#### [YOUR INSTRUCTIONS]
Below are some records; reproduce every one of them exactly.

(Data excerpts)

★ ★ ★ ★

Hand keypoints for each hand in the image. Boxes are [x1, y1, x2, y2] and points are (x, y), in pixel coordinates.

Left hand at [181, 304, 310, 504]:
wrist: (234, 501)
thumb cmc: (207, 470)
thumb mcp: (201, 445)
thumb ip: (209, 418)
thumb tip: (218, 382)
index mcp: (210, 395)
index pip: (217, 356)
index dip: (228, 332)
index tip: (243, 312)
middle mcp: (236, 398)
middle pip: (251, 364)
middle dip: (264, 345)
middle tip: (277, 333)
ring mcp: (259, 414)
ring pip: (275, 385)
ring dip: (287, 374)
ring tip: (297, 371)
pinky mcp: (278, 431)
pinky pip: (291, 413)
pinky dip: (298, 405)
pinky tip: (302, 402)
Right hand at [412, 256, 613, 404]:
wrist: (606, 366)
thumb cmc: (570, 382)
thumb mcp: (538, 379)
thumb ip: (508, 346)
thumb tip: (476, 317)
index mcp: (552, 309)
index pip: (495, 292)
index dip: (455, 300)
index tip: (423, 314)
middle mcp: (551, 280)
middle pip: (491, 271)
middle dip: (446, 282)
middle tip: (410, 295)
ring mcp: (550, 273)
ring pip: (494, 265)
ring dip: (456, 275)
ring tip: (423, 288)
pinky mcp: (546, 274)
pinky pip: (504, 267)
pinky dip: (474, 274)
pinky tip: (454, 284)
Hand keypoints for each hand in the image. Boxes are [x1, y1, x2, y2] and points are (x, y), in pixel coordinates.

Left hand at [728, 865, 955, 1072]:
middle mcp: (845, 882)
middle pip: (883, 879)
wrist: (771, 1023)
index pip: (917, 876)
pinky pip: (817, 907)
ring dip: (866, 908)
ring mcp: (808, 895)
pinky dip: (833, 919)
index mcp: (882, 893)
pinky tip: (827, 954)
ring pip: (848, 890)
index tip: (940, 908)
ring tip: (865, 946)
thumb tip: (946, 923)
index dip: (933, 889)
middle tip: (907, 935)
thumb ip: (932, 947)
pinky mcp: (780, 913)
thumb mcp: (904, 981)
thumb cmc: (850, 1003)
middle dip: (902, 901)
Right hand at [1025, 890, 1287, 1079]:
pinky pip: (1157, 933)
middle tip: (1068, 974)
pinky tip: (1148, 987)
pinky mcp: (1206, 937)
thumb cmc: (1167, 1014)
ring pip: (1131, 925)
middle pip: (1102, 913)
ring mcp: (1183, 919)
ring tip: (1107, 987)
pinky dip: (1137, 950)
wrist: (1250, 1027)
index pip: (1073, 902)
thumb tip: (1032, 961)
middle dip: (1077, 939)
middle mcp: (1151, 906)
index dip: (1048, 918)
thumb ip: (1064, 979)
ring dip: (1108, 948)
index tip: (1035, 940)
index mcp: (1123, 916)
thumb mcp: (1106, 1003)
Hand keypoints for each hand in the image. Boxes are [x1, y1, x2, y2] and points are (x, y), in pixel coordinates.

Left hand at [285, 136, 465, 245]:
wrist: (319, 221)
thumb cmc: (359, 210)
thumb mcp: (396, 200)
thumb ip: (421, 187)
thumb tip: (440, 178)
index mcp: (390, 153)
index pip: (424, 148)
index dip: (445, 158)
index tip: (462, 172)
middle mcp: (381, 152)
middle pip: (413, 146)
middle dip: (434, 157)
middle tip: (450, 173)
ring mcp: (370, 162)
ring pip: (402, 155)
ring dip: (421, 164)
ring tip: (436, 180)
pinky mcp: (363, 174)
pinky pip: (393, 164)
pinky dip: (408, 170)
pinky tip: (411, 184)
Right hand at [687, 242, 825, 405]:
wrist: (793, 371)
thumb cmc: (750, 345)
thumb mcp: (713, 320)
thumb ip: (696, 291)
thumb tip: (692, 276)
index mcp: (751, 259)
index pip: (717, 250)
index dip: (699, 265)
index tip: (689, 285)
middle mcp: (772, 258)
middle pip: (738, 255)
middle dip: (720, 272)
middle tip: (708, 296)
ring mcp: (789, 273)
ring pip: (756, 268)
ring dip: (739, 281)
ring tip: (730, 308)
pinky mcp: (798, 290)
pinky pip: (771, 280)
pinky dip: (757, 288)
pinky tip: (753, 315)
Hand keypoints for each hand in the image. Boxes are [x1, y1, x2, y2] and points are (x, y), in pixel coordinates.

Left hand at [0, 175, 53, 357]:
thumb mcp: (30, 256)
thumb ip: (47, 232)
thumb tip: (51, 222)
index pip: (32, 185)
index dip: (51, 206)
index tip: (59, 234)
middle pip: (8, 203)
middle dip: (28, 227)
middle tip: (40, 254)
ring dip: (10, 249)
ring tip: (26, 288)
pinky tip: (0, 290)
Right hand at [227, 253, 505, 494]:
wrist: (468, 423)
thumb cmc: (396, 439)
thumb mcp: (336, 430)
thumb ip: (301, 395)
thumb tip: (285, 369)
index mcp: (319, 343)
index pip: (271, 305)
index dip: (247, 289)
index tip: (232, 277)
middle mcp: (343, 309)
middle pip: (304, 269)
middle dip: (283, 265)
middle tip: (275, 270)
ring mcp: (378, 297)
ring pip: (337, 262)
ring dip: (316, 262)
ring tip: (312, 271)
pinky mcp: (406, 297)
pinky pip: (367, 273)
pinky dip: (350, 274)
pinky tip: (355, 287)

★ ★ ★ ★

#### [TASK OUTPUT]
Hand keypoints for each hand in the image. Boxes are [x1, y1, x2, y2] and points are (x, y), in pixel coordinates.

Left hand at [181, 304, 310, 504]:
wrist: (234, 501)
thumb cmc: (207, 470)
thumb mcp: (201, 445)
thumb ip: (209, 418)
thumb tip: (218, 382)
index mcp: (210, 395)
index pip: (217, 356)
index dip: (228, 332)
index tip: (243, 312)
middle mcp: (236, 398)
middle pip: (251, 364)
middle dip: (264, 345)
middle tip: (277, 333)
ring mcp: (259, 414)
ring pip: (275, 385)
ring dip: (287, 374)
ring tip: (297, 371)
pinky mcp: (278, 431)
pinky pip: (291, 413)
pinky dip: (298, 405)
pinky tip: (302, 402)
Right hand at [412, 256, 613, 404]:
wrist: (606, 366)
thumb cmc: (570, 382)
thumb mcp: (538, 379)
thumb ip: (508, 346)
thumb tip: (476, 317)
index mcp: (552, 309)
index pip: (495, 292)
index dip: (455, 300)
index tip: (423, 314)
middle mcp: (551, 280)
middle pip: (491, 271)
middle dip: (446, 282)
middle tip: (410, 295)
ring mcp: (550, 273)
ring pip: (494, 265)
ring dip: (456, 275)
ring tip: (423, 288)
pinky mcp: (546, 274)
pinky pip: (504, 267)
pinky dip: (474, 274)
pinky tip: (454, 284)
Hand keypoints for each hand in the image. Boxes are [x1, y1, x2, y2] and points are (x, y), in pixel coordinates.

Left hand at [728, 865, 955, 1072]:
middle mcp: (845, 882)
middle pip: (883, 879)
wrist: (771, 1023)
index pip: (917, 876)
pinky pip: (817, 907)
ring dip: (866, 908)
ring mcp: (808, 895)
pinky dip: (833, 919)
index mcp: (882, 893)
pinky tip: (827, 954)
ring pip: (848, 890)
index tip: (940, 908)
ring tip: (865, 946)
thumb tip: (946, 923)
index dip: (933, 889)
middle tip: (907, 935)
thumb ip: (932, 947)
pinky mcp: (780, 913)
thumb mcp: (904, 981)
thumb cmc: (850, 1003)
middle dip: (902, 901)
Right hand at [1025, 890, 1287, 1079]:
pinky pip: (1157, 933)
middle tip: (1068, 974)
pinky tip: (1148, 987)
pinky mcp: (1206, 937)
thumb cmc: (1167, 1014)
ring pip: (1131, 925)
middle pip: (1102, 913)
ring mcp: (1183, 919)
ring tip: (1107, 987)
pinky dip: (1137, 950)
wrist: (1250, 1027)
index pip: (1073, 902)
thumb tip: (1032, 961)
middle dip: (1077, 939)
middle mcp: (1151, 906)
index dip: (1048, 918)
thumb ip: (1064, 979)
ring dip: (1108, 948)
index tip: (1035, 940)
index mcp: (1123, 916)
thumb mcp: (1106, 1003)
Hand keypoints for each hand in the image. Boxes are [x1, y1, x2, y2] and points are (x, y), in pixel coordinates.

Left hand at [285, 136, 465, 245]:
wrist: (319, 221)
thumb cmc: (359, 210)
thumb mcp: (396, 200)
thumb ip: (421, 187)
thumb tip: (440, 178)
index mcp: (390, 153)
index pip: (424, 148)
index dip: (445, 158)
index tip: (462, 172)
middle mcp: (381, 152)
middle pip: (413, 146)
middle dip: (434, 157)
middle tip: (450, 173)
ring mcp: (370, 162)
ring pip: (402, 155)
ring dip: (421, 164)
ring tip: (436, 180)
pinky mcp: (363, 174)
pinky pip: (393, 164)
pinky dip: (408, 170)
pinky tip: (411, 184)
Right hand at [687, 242, 825, 405]:
wrist: (793, 371)
thumb cmc: (750, 345)
thumb mcp: (713, 320)
thumb ip: (696, 291)
thumb tip: (692, 276)
index mcp: (751, 259)
index pip: (717, 250)
index dip: (699, 265)
index tip: (689, 285)
middle mcp: (772, 258)
middle pip: (738, 255)
middle dip: (720, 272)
middle tip: (708, 296)
ring mcp: (789, 273)
ring pip: (756, 268)
ring dip: (739, 281)
ring tip: (730, 308)
pinky mcp: (798, 290)
pinky pip: (771, 280)
pinky dip: (757, 288)
pinky tip: (753, 315)
Hand keypoints for each hand in the image. Boxes are [x1, y1, x2, y2] and points are (x, y), in pixel coordinates.

Left hand at [0, 175, 53, 357]:
thumb mcp: (30, 256)
thumb ip: (47, 232)
thumb tip: (51, 222)
index pip: (32, 185)
index dip: (51, 206)
index tip: (59, 234)
middle pip: (8, 203)
middle dip: (28, 227)
middle tip: (40, 254)
ring dip: (10, 249)
ring tip: (26, 288)
pinky tip: (0, 290)
Right hand at [227, 253, 505, 494]:
wrist: (468, 423)
thumb cmc: (396, 439)
thumb mcp: (336, 430)
thumb ip: (301, 395)
thumb tip: (285, 369)
index mcp: (319, 343)
index pip: (271, 305)
index dip: (247, 289)
index tip: (232, 277)
middle mcp: (343, 309)
middle pip: (304, 269)
middle dip: (283, 265)
middle tip: (275, 270)
ring mcp: (378, 297)
ring pip: (337, 262)
ring dip: (316, 262)
ring tip: (312, 271)
pinky mcp: (406, 297)
pinky pip: (367, 273)
pinky dip: (350, 274)
pinky tip: (355, 287)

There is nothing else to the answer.